GIVEN DATA:

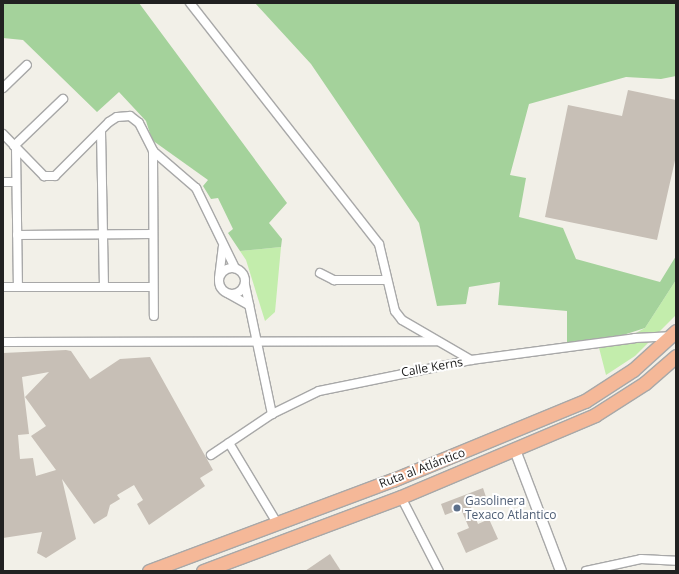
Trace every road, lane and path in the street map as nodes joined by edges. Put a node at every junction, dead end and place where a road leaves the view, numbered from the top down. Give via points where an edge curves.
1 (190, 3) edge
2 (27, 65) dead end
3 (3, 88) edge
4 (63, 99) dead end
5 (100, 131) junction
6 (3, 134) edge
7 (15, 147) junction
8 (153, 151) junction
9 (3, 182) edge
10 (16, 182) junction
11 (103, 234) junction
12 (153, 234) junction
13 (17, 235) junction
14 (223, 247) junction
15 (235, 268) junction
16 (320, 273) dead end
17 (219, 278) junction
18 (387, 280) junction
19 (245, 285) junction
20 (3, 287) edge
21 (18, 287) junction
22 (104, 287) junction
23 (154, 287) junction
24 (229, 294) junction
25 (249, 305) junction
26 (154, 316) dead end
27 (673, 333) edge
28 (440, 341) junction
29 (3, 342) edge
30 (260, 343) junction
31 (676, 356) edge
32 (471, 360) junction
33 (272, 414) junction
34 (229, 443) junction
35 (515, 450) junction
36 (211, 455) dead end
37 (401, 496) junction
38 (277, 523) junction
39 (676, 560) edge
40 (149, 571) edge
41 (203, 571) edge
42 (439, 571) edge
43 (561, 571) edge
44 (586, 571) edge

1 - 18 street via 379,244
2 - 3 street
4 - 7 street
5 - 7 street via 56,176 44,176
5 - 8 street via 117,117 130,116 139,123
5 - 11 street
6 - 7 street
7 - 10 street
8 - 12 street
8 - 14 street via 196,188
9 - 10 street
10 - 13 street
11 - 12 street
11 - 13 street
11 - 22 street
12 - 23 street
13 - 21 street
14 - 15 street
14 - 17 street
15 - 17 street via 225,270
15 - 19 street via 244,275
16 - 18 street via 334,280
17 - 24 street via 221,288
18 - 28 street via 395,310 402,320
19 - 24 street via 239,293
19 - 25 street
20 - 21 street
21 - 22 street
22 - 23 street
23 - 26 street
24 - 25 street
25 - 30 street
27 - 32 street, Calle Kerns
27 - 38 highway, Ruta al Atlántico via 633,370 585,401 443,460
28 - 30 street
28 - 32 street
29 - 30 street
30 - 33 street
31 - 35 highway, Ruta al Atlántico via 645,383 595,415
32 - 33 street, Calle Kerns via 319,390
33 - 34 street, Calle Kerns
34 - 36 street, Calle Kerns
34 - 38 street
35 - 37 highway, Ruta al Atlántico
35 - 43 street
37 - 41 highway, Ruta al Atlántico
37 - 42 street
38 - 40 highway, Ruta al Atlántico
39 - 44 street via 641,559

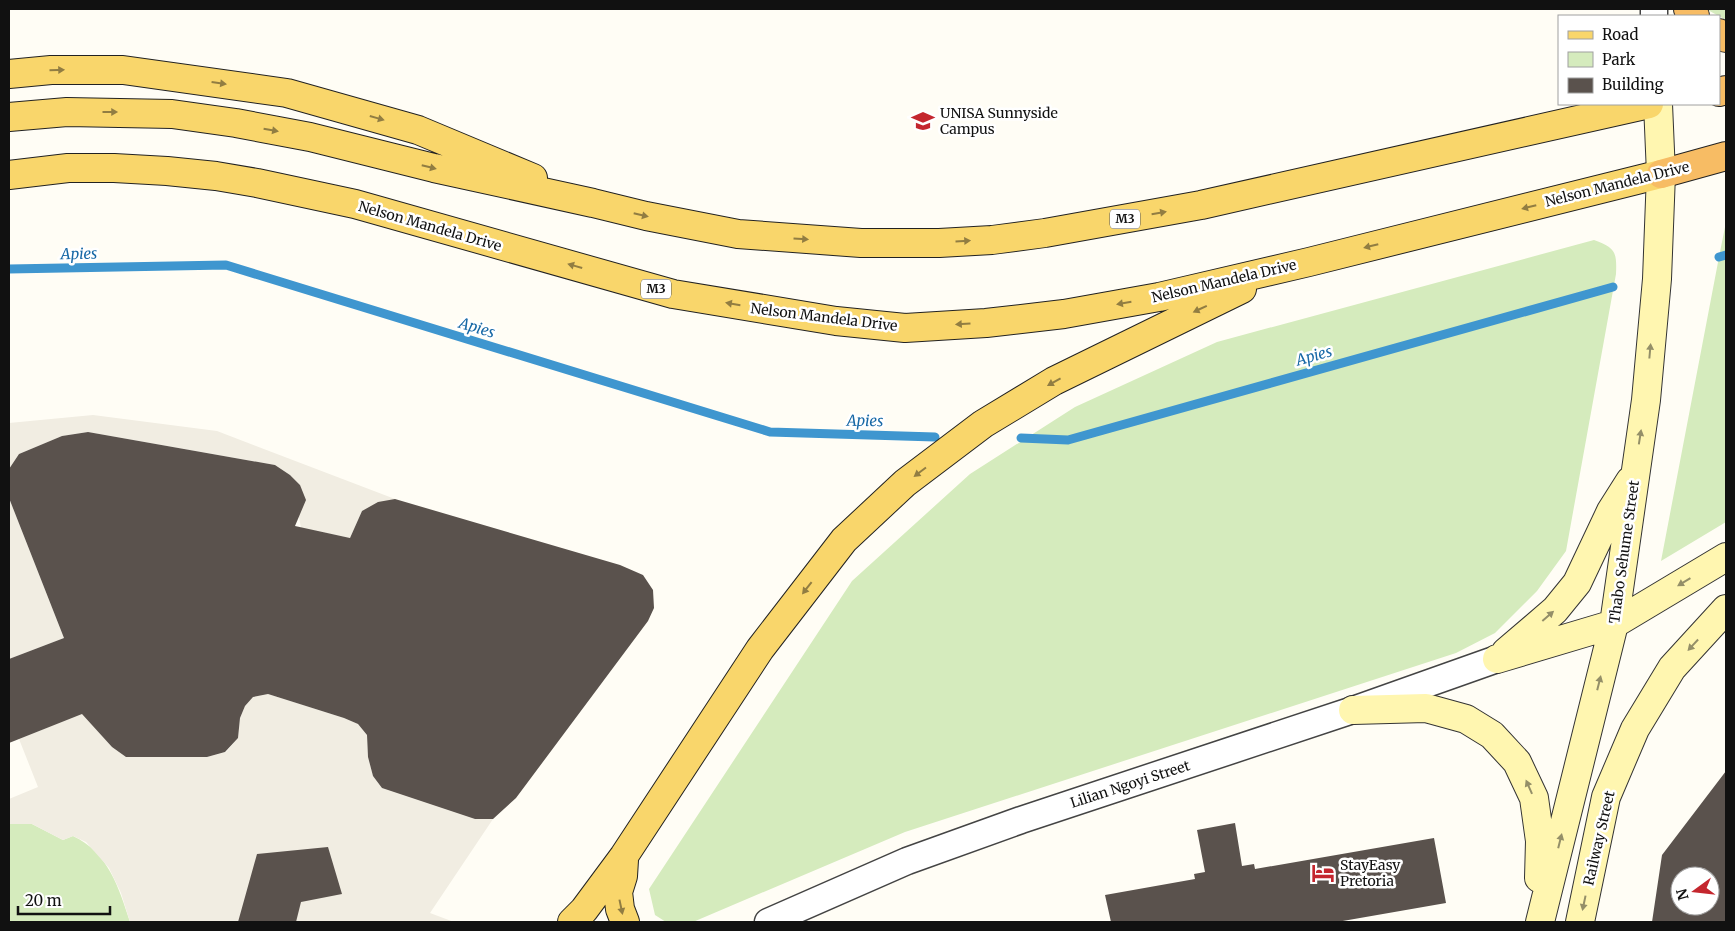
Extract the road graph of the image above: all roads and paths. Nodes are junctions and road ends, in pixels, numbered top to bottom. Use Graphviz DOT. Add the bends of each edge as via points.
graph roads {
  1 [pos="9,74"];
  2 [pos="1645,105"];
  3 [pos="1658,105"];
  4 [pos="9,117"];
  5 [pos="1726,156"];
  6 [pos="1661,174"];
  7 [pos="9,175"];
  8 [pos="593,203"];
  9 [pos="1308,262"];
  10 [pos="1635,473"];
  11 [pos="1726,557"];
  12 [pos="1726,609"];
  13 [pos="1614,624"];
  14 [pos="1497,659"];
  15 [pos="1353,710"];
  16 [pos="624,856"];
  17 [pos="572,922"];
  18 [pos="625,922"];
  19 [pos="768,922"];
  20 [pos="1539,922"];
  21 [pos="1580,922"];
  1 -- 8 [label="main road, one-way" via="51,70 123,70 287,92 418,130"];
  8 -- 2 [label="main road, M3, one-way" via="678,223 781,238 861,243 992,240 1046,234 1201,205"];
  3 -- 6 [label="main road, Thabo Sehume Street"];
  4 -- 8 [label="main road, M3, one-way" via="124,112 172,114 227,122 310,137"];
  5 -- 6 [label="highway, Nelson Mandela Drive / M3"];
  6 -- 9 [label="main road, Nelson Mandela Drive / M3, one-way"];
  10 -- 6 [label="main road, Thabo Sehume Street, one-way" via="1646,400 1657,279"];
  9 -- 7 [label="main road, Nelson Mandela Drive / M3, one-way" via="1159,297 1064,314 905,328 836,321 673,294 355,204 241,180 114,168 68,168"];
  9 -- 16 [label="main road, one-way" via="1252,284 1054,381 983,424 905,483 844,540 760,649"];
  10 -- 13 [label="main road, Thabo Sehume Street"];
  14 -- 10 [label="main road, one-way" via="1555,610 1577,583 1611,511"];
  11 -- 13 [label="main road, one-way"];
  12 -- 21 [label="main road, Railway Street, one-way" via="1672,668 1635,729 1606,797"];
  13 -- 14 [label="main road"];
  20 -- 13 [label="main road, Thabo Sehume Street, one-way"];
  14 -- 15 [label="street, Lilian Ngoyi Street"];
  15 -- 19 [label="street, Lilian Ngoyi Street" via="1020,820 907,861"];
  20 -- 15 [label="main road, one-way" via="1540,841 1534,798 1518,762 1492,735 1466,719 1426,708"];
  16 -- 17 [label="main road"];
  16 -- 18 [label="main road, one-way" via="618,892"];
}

ASSIGNMENT: Each line of the records is to be reproduced exactly, and each picture dropped.

TASK SOLUTION:
Trace every road, lane and path in the street map as nodes joined by edges. Put a node at every junction, dead end and place where a road leaves the view, numbered from the top down. Give via points where an edge curves.
1 (190, 3) edge
2 (27, 65) dead end
3 (3, 88) edge
4 (63, 99) dead end
5 (100, 131) junction
6 (3, 134) edge
7 (15, 147) junction
8 (153, 151) junction
9 (3, 182) edge
10 (16, 182) junction
11 (103, 234) junction
12 (153, 234) junction
13 (17, 235) junction
14 (223, 247) junction
15 (235, 268) junction
16 (320, 273) dead end
17 (219, 278) junction
18 (387, 280) junction
19 (245, 285) junction
20 (3, 287) edge
21 (18, 287) junction
22 (104, 287) junction
23 (154, 287) junction
24 (229, 294) junction
25 (249, 305) junction
26 (154, 316) dead end
27 (673, 333) edge
28 (440, 341) junction
29 (3, 342) edge
30 (260, 343) junction
31 (676, 356) edge
32 (471, 360) junction
33 (272, 414) junction
34 (229, 443) junction
35 (515, 450) junction
36 (211, 455) dead end
37 (401, 496) junction
38 (277, 523) junction
39 (676, 560) edge
40 (149, 571) edge
41 (203, 571) edge
42 (439, 571) edge
43 (561, 571) edge
44 (586, 571) edge

1 - 18 street via 379,244
2 - 3 street
4 - 7 street
5 - 7 street via 56,176 44,176
5 - 8 street via 117,117 130,116 139,123
5 - 11 street
6 - 7 street
7 - 10 street
8 - 12 street
8 - 14 street via 196,188
9 - 10 street
10 - 13 street
11 - 12 street
11 - 13 street
11 - 22 street
12 - 23 street
13 - 21 street
14 - 15 street
14 - 17 street
15 - 17 street via 225,270
15 - 19 street via 244,275
16 - 18 street via 334,280
17 - 24 street via 221,288
18 - 28 street via 395,310 402,320
19 - 24 street via 239,293
19 - 25 street
20 - 21 street
21 - 22 street
22 - 23 street
23 - 26 street
24 - 25 street
25 - 30 street
27 - 32 street, Calle Kerns
27 - 38 highway, Ruta al Atlántico via 633,370 585,401 443,460
28 - 30 street
28 - 32 street
29 - 30 street
30 - 33 street
31 - 35 highway, Ruta al Atlántico via 645,383 595,415
32 - 33 street, Calle Kerns via 319,390
33 - 34 street, Calle Kerns
34 - 36 street, Calle Kerns
34 - 38 street
35 - 37 highway, Ruta al Atlántico
35 - 43 street
37 - 41 highway, Ruta al Atlántico
37 - 42 street
38 - 40 highway, Ruta al Atlántico
39 - 44 street via 641,559

Extract the road graph of the image above: all roads and paths. Nodes are junctions and road ends, in pixels, numbered top to bottom. Use Graphviz DOT. Add the bends of each edge as via points.
graph roads {
  1 [pos="9,74"];
  2 [pos="1645,105"];
  3 [pos="1658,105"];
  4 [pos="9,117"];
  5 [pos="1726,156"];
  6 [pos="1661,174"];
  7 [pos="9,175"];
  8 [pos="593,203"];
  9 [pos="1308,262"];
  10 [pos="1635,473"];
  11 [pos="1726,557"];
  12 [pos="1726,609"];
  13 [pos="1614,624"];
  14 [pos="1497,659"];
  15 [pos="1353,710"];
  16 [pos="624,856"];
  17 [pos="572,922"];
  18 [pos="625,922"];
  19 [pos="768,922"];
  20 [pos="1539,922"];
  21 [pos="1580,922"];
  1 -- 8 [label="main road, one-way" via="51,70 123,70 287,92 418,130"];
  8 -- 2 [label="main road, M3, one-way" via="678,223 781,238 861,243 992,240 1046,234 1201,205"];
  3 -- 6 [label="main road, Thabo Sehume Street"];
  4 -- 8 [label="main road, M3, one-way" via="124,112 172,114 227,122 310,137"];
  5 -- 6 [label="highway, Nelson Mandela Drive / M3"];
  6 -- 9 [label="main road, Nelson Mandela Drive / M3, one-way"];
  10 -- 6 [label="main road, Thabo Sehume Street, one-way" via="1646,400 1657,279"];
  9 -- 7 [label="main road, Nelson Mandela Drive / M3, one-way" via="1159,297 1064,314 905,328 836,321 673,294 355,204 241,180 114,168 68,168"];
  9 -- 16 [label="main road, one-way" via="1252,284 1054,381 983,424 905,483 844,540 760,649"];
  10 -- 13 [label="main road, Thabo Sehume Street"];
  14 -- 10 [label="main road, one-way" via="1555,610 1577,583 1611,511"];
  11 -- 13 [label="main road, one-way"];
  12 -- 21 [label="main road, Railway Street, one-way" via="1672,668 1635,729 1606,797"];
  13 -- 14 [label="main road"];
  20 -- 13 [label="main road, Thabo Sehume Street, one-way"];
  14 -- 15 [label="street, Lilian Ngoyi Street"];
  15 -- 19 [label="street, Lilian Ngoyi Street" via="1020,820 907,861"];
  20 -- 15 [label="main road, one-way" via="1540,841 1534,798 1518,762 1492,735 1466,719 1426,708"];
  16 -- 17 [label="main road"];
  16 -- 18 [label="main road, one-way" via="618,892"];
}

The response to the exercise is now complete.